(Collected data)
------------------------

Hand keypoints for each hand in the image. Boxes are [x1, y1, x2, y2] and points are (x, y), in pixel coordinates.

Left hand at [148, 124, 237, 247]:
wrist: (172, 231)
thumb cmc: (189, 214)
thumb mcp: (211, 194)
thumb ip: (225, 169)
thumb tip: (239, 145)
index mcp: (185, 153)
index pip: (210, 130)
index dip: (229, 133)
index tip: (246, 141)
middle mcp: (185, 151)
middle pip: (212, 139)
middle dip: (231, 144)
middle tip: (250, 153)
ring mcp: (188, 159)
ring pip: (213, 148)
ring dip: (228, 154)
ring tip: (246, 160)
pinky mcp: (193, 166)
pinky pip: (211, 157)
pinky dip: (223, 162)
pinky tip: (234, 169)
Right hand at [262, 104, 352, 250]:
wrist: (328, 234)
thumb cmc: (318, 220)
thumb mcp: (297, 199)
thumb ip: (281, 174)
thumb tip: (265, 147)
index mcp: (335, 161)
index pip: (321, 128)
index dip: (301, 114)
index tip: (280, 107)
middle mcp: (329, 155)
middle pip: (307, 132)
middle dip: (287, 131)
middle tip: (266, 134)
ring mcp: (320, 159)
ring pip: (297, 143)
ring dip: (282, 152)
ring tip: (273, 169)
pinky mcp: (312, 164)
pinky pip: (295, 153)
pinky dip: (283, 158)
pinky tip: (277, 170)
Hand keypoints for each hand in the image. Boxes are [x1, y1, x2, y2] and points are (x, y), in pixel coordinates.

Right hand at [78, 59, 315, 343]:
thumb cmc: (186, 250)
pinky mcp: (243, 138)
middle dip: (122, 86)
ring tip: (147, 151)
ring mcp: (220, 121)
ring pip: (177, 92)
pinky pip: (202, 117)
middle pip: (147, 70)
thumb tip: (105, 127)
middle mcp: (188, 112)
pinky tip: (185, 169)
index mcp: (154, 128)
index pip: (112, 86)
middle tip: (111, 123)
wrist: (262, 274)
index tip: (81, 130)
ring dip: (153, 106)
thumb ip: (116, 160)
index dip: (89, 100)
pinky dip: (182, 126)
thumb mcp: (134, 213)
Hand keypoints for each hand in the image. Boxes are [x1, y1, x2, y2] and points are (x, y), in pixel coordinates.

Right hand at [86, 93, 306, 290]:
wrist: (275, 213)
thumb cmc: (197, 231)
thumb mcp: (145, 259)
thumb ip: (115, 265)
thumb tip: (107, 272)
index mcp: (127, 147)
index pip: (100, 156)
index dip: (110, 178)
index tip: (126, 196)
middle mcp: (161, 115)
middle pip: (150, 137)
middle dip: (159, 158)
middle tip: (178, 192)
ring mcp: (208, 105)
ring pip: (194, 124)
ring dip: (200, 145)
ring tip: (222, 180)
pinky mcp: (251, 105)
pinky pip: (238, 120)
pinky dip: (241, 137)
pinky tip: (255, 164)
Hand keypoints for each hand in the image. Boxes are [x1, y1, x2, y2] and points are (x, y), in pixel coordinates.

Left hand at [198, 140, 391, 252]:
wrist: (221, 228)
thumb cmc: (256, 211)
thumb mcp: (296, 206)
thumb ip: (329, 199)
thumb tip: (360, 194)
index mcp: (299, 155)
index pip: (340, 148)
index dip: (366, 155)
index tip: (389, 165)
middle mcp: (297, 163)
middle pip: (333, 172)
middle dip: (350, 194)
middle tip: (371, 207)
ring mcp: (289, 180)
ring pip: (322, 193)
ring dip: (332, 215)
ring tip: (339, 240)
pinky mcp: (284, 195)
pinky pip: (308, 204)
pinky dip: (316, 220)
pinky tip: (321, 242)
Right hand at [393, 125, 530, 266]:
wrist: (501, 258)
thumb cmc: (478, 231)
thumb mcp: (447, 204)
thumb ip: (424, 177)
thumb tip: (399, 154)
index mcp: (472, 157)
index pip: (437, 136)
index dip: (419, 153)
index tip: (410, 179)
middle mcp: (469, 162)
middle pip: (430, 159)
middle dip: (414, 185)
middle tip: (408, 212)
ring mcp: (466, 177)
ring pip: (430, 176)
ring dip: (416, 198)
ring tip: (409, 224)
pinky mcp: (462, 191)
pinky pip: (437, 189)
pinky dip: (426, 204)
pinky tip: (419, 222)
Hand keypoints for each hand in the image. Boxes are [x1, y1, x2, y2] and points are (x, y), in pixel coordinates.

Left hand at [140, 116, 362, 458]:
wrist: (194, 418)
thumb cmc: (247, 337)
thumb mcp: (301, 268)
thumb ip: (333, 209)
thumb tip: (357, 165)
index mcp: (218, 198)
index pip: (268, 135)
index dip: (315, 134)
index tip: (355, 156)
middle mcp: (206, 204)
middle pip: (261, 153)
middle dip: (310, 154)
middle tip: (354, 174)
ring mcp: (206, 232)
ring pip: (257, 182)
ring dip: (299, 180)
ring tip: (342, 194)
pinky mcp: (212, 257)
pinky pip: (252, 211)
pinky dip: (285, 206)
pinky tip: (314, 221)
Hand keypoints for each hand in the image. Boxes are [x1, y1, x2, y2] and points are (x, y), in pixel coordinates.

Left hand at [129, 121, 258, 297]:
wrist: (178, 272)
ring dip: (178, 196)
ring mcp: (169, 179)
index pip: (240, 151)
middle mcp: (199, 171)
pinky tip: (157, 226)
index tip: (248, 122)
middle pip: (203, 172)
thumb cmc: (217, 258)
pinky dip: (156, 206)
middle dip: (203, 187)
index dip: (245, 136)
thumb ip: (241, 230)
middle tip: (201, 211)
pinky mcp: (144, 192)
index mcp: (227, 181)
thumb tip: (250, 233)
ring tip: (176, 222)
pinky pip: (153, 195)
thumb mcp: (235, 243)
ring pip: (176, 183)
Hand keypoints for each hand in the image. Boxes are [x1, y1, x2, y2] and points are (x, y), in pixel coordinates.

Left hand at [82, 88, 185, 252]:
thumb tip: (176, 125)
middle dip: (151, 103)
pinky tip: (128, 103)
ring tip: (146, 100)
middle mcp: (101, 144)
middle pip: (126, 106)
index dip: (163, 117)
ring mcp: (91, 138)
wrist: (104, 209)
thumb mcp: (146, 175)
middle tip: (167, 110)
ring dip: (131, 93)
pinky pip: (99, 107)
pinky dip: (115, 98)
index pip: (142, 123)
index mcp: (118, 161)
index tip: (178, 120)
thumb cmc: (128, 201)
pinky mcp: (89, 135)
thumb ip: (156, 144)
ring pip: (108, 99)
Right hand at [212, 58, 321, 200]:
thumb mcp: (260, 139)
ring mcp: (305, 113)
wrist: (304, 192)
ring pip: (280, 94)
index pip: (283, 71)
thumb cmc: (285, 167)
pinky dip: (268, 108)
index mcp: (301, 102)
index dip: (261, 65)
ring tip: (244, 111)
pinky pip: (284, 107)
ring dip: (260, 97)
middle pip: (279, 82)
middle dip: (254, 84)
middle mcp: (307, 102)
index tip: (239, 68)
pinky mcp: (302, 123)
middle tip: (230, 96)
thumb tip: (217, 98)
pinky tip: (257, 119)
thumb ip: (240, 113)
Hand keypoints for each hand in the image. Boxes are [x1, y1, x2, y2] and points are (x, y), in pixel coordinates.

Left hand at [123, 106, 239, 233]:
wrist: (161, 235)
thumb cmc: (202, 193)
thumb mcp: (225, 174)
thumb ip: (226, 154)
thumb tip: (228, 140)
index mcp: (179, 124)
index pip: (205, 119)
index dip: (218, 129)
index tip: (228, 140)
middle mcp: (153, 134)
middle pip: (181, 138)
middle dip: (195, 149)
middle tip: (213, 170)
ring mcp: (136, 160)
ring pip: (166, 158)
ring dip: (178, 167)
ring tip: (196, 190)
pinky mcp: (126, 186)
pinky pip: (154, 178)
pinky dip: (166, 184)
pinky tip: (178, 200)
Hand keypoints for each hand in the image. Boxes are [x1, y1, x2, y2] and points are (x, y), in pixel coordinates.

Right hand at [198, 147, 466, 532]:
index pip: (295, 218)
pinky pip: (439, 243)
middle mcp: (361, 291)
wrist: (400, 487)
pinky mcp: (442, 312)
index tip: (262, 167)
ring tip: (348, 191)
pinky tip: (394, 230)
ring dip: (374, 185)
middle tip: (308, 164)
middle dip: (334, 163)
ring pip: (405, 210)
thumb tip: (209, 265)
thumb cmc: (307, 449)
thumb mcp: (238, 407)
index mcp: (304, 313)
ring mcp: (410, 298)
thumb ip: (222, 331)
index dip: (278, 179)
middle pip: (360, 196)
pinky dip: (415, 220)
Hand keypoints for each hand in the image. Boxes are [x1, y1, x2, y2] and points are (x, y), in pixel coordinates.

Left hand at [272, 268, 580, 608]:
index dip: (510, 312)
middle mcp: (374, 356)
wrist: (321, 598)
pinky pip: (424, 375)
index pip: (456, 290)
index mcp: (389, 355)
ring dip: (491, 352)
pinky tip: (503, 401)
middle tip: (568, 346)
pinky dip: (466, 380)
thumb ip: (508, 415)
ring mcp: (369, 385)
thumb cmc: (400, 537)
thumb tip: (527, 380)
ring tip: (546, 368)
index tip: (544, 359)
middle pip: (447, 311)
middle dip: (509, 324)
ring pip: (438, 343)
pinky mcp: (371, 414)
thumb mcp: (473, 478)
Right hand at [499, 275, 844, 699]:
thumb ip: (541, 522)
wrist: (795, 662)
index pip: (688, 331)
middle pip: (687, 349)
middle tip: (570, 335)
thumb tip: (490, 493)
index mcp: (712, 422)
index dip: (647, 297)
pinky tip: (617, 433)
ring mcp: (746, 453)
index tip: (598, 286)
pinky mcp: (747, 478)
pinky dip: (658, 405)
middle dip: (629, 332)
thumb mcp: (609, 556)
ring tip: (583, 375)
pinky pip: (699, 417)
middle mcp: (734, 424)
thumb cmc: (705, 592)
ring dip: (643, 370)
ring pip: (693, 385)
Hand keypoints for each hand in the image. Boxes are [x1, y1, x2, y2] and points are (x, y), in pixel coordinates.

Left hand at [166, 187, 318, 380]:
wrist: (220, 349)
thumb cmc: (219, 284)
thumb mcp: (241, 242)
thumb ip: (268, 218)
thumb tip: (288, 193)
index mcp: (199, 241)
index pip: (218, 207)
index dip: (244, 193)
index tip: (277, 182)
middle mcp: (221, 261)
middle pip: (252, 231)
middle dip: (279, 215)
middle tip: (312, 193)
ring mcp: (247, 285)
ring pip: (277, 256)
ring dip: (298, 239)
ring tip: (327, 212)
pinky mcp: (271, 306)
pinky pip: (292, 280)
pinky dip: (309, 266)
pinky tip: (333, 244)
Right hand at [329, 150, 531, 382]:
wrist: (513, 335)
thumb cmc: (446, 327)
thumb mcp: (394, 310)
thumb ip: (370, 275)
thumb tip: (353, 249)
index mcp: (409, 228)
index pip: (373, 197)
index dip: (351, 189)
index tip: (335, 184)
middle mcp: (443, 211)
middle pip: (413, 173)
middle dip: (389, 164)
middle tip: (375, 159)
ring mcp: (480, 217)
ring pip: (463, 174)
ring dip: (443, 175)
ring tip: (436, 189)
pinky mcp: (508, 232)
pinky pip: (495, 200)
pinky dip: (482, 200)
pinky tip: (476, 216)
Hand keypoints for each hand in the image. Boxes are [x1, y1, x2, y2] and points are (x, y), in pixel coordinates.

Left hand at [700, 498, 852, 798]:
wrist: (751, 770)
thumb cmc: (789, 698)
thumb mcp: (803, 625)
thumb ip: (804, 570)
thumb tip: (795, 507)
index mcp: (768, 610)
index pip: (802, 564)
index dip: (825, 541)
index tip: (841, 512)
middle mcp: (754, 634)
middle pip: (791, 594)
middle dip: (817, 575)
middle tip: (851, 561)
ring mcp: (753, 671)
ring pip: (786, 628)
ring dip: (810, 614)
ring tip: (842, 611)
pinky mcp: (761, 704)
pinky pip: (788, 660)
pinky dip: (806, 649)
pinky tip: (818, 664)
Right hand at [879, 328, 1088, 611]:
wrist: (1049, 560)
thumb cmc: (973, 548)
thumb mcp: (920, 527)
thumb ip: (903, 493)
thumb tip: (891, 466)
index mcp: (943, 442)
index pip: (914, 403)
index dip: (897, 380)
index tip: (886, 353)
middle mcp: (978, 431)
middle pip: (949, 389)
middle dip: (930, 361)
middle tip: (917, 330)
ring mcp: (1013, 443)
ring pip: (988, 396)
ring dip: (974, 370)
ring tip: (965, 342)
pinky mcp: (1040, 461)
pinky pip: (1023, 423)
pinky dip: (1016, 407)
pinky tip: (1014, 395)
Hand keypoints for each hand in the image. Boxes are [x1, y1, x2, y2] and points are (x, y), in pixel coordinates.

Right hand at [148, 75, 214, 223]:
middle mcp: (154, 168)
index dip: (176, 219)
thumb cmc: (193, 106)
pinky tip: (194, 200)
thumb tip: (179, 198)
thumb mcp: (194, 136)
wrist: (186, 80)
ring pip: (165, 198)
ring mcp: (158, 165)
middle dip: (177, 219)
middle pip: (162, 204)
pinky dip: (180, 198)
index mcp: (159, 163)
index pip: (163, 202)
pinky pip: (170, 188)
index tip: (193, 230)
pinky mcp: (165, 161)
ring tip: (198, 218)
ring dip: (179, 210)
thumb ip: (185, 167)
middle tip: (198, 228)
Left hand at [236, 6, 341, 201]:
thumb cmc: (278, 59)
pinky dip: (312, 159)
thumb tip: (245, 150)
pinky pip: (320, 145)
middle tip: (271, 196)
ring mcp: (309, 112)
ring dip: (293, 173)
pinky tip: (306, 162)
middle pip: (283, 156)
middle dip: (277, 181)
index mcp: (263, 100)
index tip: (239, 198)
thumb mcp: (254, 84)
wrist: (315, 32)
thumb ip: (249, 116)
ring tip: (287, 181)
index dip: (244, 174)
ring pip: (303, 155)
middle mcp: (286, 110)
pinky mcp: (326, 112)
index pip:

------------------------

**EXERCISE INSTRUCTIONS:** Find every line of the data above that holds the word "Right", then state how many there are and nothing else.

**EXERCISE SOLUTION:** 10